Problem statement: Please report how many lines of the following entries hold the word "Texas", giving the number alone.

[Data supplied]

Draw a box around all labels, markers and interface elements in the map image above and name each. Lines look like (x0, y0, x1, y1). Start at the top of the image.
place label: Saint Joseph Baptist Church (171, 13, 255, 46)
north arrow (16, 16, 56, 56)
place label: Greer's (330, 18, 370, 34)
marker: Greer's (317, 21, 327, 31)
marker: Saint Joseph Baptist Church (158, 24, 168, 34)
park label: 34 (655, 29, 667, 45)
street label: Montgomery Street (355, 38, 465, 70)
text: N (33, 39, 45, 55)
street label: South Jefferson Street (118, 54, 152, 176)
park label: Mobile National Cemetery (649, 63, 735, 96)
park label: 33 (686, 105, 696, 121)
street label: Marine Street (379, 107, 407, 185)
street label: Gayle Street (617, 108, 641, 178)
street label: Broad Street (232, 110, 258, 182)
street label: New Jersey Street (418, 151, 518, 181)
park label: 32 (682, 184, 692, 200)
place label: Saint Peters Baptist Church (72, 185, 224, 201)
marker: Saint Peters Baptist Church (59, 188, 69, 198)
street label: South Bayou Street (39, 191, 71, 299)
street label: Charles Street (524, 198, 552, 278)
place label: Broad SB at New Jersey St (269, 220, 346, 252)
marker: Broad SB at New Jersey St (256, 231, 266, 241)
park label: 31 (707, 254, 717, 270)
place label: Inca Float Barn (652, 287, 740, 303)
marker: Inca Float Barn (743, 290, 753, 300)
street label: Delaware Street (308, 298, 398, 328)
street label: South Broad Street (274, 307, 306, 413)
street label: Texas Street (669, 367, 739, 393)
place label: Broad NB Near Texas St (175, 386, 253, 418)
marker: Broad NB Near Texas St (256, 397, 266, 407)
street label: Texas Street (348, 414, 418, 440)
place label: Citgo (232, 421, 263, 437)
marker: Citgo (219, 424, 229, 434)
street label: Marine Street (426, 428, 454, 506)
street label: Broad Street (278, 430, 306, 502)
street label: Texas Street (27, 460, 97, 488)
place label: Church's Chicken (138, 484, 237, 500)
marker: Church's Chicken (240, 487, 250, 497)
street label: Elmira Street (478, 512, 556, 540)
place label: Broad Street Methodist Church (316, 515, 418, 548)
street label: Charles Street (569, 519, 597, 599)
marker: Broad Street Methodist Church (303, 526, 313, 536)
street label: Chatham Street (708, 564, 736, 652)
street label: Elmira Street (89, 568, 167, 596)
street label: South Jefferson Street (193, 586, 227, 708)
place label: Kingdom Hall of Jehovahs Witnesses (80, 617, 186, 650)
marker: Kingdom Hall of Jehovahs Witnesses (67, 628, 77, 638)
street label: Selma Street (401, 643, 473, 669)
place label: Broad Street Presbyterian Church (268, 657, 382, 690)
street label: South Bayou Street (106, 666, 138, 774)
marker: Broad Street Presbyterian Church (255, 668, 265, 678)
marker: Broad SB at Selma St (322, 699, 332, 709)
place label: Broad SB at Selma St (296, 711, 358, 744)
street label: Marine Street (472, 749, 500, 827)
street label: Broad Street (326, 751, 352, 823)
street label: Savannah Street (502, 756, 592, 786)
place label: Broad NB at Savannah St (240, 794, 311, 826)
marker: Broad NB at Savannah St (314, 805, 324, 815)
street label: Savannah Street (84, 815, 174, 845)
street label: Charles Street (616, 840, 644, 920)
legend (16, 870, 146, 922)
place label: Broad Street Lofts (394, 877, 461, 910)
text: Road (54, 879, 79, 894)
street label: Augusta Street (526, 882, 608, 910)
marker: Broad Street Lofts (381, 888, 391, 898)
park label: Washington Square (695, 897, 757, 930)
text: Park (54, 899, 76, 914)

[/Data supplied]

Answer for the task: 5